Task
For every line in the entries that contains "Gerhart", show the whole line.

── Dataset entries

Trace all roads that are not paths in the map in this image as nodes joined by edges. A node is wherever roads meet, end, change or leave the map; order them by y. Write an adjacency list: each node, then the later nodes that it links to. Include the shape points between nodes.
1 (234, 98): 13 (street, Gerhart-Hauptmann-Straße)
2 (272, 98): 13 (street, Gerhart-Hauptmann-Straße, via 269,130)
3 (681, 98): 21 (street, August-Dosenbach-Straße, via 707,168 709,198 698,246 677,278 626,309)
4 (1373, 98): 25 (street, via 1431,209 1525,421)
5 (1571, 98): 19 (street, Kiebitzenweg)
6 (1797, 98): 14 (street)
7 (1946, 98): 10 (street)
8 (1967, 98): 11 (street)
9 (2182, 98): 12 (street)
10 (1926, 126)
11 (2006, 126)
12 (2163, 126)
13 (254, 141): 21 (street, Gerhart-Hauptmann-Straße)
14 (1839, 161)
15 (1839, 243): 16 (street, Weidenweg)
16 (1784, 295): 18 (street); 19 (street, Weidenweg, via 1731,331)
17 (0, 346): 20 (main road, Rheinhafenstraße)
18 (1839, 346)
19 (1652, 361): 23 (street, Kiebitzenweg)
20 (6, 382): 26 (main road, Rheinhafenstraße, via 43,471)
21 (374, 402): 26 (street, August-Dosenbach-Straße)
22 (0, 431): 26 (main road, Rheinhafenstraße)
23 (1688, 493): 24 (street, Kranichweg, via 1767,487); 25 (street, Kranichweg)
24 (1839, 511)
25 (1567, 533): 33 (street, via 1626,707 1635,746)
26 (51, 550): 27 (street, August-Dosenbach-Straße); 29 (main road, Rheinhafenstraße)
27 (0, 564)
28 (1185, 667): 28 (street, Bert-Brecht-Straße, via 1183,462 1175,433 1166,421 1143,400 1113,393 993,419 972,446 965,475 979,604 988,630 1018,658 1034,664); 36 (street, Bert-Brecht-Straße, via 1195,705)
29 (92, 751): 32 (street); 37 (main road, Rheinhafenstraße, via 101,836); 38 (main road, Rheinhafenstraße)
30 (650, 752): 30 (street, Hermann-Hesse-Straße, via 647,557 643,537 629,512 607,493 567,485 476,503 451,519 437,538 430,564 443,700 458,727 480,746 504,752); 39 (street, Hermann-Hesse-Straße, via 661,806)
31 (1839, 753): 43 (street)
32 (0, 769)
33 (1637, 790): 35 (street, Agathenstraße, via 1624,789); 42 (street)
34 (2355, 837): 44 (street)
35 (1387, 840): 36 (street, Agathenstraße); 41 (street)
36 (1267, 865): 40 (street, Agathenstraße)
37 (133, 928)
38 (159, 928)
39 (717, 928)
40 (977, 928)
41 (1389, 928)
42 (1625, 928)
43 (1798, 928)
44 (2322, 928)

────

Task output
1 (234, 98): 13 (street, Gerhart-Hauptmann-Straße)
2 (272, 98): 13 (street, Gerhart-Hauptmann-Straße, via 269,130)
13 (254, 141): 21 (street, Gerhart-Hauptmann-Straße)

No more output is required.